VinFast maintained its position as the number one original equipment manufacturer in Vietnam for the sixteenth consecutive month while simultaneously expanding its international footprint. International deliveries represented 18 percent of total volume during the fourth quarter of 2025, up from 11 percent for the full year, indicating successful market penetration beyond its domestic base. Green brand models and the EC Van accounted for approximately 49 percent of total deliveries during the quarter, demonstrating diversification across its product portfolio. The company's ability to execute on these growth metrics while operating below capacity underscores its operational momentum, though the path to profitability remains uncertain given current loss levels.
Our 2025 results reflect a focus on accelerating revenue growth while improving operating efficiency over time. By exceeding our 2025 guidance while only operating our flagship factory at roughly two-thirds capacity during the year, we have demonstrated our ability to scale more efficiently. The fourth quarter of 2025 reflected the strongest financial performance we have delivered to date, with several key metrics reaching new highs as we begin to see early benefits of scale.

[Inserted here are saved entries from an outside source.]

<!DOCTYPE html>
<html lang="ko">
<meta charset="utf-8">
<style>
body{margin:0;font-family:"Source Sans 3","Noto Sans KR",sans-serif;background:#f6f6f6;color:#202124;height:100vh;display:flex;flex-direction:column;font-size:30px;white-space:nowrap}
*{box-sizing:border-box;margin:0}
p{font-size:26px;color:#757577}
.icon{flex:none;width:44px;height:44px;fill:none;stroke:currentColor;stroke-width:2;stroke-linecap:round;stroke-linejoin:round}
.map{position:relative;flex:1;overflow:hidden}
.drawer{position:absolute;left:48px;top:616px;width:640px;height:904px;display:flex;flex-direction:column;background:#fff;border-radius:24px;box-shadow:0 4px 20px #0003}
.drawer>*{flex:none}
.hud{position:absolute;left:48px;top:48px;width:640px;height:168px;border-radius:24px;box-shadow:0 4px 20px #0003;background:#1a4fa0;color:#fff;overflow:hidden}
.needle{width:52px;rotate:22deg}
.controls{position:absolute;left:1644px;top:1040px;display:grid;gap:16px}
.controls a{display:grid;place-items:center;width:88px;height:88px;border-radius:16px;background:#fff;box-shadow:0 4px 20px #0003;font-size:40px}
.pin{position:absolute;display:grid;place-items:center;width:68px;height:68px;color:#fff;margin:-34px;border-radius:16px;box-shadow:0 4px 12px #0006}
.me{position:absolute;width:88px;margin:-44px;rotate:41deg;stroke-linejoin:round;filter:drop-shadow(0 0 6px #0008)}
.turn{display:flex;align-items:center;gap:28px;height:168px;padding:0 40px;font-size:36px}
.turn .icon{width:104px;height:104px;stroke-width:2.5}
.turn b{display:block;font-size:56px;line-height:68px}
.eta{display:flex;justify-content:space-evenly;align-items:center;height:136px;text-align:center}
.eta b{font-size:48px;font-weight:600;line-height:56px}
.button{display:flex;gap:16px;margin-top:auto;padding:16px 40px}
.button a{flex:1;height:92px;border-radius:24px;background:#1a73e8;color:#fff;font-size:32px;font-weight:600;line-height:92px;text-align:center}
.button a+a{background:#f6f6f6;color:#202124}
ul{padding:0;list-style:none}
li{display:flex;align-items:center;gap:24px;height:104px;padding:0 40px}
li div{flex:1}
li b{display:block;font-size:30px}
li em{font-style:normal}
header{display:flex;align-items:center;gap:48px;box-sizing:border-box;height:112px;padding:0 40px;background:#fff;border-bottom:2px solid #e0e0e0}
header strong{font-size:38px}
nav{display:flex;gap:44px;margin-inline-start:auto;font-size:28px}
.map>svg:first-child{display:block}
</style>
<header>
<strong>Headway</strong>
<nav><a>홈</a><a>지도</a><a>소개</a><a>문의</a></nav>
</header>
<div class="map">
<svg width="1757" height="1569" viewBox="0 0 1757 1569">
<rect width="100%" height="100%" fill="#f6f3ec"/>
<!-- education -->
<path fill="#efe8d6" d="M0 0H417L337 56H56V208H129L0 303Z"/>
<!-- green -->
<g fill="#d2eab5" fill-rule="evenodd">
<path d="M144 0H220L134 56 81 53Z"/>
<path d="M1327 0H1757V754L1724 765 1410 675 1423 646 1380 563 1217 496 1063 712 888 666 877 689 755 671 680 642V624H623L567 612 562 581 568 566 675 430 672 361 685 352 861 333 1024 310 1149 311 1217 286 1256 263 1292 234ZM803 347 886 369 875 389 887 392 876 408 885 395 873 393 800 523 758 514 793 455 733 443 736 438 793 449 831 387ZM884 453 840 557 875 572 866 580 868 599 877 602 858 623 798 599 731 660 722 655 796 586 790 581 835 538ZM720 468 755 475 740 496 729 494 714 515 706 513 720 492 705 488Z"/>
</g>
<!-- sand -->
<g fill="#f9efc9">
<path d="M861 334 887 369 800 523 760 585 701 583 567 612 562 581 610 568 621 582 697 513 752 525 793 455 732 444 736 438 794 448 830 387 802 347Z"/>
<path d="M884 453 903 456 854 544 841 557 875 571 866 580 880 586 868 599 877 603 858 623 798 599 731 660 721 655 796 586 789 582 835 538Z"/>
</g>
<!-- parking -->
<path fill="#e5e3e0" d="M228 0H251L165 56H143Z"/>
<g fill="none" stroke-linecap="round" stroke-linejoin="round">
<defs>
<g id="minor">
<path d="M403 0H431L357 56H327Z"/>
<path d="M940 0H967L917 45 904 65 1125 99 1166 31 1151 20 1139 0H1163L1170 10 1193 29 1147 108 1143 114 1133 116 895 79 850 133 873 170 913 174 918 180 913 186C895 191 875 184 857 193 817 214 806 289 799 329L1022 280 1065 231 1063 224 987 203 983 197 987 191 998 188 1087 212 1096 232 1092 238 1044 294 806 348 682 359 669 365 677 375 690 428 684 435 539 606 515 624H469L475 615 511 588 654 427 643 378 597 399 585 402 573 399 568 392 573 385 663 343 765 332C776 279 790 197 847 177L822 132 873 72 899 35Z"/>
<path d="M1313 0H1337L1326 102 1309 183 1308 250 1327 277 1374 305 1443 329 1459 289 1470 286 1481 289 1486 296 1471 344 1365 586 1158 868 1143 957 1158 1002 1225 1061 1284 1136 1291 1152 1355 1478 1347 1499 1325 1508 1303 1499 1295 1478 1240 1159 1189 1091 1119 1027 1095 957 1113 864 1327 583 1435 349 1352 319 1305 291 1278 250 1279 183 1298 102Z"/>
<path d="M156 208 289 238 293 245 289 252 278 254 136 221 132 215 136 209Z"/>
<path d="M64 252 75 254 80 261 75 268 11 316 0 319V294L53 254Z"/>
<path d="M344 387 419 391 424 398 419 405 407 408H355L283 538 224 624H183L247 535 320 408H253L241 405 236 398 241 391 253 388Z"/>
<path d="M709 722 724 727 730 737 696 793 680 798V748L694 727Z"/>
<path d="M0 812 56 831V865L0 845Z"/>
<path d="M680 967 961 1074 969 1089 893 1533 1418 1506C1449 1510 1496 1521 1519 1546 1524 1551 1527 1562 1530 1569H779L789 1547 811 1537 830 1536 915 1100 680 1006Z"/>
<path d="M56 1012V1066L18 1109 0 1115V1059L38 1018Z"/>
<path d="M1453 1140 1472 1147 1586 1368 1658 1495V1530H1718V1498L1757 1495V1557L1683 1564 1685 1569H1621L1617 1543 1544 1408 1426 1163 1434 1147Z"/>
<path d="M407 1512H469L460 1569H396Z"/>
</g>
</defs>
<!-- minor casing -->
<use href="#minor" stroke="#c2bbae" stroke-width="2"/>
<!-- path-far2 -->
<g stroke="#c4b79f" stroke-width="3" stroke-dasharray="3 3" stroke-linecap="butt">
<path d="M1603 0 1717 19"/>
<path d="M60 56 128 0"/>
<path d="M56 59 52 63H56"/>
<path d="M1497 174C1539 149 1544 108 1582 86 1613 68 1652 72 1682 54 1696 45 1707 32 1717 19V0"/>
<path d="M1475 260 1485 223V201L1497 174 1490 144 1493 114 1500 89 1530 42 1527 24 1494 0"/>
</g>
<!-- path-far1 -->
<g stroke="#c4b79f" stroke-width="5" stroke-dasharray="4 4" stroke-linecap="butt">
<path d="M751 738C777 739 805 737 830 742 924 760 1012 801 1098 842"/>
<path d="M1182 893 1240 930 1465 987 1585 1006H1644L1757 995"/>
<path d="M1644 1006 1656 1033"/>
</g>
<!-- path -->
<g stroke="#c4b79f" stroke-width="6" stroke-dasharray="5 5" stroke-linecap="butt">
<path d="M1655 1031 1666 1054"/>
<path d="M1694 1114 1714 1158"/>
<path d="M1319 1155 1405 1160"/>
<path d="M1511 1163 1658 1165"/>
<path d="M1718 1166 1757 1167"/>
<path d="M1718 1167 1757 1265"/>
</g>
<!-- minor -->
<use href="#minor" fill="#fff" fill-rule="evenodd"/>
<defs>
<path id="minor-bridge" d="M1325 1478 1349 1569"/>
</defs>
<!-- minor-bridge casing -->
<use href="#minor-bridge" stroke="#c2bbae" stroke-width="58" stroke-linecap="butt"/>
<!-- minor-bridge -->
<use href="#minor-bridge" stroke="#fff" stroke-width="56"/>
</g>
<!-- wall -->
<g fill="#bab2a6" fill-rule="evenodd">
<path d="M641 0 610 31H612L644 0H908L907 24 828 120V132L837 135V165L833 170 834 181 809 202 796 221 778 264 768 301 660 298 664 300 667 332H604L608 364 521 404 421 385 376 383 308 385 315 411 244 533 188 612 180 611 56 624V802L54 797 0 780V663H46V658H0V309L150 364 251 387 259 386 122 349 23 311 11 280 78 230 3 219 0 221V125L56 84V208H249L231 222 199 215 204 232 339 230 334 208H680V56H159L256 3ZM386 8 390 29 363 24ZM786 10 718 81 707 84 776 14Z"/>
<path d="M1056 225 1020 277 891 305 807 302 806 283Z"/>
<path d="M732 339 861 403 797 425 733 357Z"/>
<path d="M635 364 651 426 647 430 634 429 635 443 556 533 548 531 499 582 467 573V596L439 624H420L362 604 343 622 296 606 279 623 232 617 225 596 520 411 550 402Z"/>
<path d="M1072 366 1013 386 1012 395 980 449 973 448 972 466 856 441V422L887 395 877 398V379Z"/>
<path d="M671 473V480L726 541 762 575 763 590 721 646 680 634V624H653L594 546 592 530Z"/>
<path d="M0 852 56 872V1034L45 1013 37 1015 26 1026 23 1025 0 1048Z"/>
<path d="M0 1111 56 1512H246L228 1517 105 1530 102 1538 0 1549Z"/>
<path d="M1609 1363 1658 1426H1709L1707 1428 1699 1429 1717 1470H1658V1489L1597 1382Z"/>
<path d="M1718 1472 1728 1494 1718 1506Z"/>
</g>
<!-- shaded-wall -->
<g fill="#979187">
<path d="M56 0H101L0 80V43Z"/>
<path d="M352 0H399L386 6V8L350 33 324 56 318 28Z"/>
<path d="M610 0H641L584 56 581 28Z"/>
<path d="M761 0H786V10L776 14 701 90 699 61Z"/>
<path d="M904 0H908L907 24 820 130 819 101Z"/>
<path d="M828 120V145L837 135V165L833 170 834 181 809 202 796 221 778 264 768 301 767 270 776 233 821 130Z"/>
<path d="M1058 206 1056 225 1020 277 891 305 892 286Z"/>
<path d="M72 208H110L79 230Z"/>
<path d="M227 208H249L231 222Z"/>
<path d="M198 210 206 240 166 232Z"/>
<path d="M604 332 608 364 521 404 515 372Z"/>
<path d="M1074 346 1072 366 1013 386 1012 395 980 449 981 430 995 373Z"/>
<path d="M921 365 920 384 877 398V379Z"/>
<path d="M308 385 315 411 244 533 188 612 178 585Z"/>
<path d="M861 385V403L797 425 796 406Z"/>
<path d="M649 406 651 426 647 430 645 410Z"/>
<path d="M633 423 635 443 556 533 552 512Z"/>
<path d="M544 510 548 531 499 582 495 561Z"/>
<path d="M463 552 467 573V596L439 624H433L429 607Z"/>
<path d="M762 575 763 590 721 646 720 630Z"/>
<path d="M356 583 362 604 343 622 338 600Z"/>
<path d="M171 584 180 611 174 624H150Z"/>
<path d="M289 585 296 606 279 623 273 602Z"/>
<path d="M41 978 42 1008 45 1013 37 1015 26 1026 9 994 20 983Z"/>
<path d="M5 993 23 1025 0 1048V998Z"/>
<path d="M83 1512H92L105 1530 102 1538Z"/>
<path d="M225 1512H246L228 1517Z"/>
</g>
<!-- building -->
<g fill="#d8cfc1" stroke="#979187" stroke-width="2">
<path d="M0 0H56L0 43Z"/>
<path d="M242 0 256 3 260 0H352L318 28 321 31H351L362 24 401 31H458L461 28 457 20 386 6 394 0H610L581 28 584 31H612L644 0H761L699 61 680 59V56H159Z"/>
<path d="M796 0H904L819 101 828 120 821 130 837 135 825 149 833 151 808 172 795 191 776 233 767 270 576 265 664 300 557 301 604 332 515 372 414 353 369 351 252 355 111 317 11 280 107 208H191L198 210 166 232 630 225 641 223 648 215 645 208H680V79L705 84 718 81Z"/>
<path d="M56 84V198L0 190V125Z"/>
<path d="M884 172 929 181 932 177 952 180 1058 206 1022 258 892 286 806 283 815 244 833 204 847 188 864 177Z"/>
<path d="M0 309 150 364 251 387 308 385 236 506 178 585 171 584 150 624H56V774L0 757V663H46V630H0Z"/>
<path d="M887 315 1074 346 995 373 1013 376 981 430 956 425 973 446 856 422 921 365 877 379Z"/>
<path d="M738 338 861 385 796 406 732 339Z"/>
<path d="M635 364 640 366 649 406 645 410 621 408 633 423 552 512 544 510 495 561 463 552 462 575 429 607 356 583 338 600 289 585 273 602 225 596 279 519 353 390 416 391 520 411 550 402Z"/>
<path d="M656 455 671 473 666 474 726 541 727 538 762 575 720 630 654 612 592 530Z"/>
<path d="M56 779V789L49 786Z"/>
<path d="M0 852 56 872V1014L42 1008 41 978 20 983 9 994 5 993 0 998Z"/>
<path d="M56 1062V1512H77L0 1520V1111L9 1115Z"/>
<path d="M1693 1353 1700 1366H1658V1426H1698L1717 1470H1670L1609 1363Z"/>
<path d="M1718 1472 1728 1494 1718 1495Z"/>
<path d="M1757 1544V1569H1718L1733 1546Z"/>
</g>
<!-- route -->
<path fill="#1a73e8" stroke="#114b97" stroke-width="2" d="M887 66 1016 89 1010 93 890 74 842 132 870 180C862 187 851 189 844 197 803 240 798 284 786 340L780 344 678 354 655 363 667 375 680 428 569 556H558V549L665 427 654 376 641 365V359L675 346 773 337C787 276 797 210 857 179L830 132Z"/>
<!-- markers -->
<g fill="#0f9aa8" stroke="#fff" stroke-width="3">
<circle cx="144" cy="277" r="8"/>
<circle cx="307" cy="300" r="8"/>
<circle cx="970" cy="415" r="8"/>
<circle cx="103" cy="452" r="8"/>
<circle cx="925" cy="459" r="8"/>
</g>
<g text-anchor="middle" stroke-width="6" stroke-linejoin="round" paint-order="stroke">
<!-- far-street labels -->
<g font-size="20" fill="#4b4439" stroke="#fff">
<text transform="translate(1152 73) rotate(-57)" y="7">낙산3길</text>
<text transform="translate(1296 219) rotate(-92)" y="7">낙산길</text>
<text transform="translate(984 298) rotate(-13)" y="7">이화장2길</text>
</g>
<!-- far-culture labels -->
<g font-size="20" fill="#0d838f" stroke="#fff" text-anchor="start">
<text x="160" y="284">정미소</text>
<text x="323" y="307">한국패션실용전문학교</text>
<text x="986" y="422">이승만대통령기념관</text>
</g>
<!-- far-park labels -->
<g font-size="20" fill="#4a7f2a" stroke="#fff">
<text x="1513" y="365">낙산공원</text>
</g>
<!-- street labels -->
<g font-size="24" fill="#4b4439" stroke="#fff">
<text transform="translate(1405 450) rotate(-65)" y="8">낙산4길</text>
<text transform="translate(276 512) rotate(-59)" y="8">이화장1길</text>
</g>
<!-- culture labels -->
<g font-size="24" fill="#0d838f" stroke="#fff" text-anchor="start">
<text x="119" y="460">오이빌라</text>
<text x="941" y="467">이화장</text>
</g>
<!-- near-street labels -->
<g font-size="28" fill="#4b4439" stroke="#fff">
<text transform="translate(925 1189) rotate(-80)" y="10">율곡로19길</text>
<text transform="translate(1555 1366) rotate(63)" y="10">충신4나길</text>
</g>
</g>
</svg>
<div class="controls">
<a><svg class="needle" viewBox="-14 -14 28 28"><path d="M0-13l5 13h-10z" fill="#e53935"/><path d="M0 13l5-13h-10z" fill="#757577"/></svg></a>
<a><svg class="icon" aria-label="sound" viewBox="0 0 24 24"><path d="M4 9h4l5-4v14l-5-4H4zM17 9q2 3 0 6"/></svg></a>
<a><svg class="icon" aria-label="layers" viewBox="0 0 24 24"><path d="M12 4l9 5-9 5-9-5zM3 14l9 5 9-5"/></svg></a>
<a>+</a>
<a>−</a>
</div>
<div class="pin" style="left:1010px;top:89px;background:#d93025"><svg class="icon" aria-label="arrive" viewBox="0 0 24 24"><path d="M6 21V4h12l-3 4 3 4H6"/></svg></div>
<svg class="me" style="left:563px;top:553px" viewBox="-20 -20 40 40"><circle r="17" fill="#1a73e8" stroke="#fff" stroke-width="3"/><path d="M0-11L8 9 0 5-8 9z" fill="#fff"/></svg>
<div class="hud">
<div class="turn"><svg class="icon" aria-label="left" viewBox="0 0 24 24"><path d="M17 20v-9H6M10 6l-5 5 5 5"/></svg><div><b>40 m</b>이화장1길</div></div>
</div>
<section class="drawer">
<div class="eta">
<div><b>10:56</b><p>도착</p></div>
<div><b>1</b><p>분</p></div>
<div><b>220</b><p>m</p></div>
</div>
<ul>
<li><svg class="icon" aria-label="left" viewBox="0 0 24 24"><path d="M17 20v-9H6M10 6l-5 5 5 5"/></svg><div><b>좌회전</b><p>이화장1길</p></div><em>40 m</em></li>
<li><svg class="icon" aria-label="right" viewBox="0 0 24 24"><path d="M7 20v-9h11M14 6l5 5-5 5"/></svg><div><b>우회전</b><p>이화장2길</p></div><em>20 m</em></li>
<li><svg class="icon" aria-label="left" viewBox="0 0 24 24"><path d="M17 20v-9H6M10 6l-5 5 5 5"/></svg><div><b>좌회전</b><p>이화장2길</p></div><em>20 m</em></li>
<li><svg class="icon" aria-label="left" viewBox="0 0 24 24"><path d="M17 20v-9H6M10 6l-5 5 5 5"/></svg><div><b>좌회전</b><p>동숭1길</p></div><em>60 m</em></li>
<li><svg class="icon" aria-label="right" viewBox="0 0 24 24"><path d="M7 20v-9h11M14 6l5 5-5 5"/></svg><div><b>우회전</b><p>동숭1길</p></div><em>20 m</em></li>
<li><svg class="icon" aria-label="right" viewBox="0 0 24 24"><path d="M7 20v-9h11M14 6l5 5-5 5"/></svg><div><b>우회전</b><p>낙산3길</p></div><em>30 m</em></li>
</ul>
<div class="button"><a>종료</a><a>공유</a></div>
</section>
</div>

VinFast reported total liquidity of approximately $3.1 billion as of December 31, 2025, providing a financial cushion for ongoing operations and expansion activities. The company generated $3.10 billion through financing activities during 2025, which more than offset cash used in operating activities of $1.77 billion and investing activities of $1.08 billion. This heavy reliance on external financing and support from parent company Vingroup remains critical to funding the automaker's expansion plans and covering operating losses. The company's ability to access capital markets and receive parent company support will be essential for sustaining its growth trajectory and eventually reaching sustainable profitability. Management's comments regarding operating at two-thirds factory capacity suggest confidence in the ability to generate additional revenues through increased utilization, which could progressively narrow losses.
VinFast's financial results present a mixed picture of a rapidly growing company struggling with profitability at scale. The dramatic improvement in gross margins demonstrates that the company's production model becomes increasingly efficient at higher volumes, yet absolute losses continue to widen due to the fixed cost base and competitive pricing pressures in the global EV market. The company's plans to restart US plant construction, though not detailed in recent financial disclosures, represent an ambitious expansion strategy that will require substantial additional capital. As VinFast pursues its aggressive growth agenda, investors and stakeholders are closely monitoring whether the company can leverage its operational improvements and international expansion to eventually achieve profitability. The coming quarters will be critical in demonstrating whether the company can maintain its revenue momentum while progressively closing the gap between revenues and profitability.
VinFast's Q4 2025 results underscore the challenges facing the electric vehicle industry, where rapid growth and market share expansion often come at the expense of near-term profitability. The company's record revenues and improving unit economics provide reasons for optimism, yet substantial quarterly losses and continued dependence on external financing highlight the precarious nature of its financial position. As global EV competition intensifies and capital becomes more selective, VinFast's ability to execute on its operational improvements and deliver path to profitability will determine its long-term viability in an increasingly crowded market.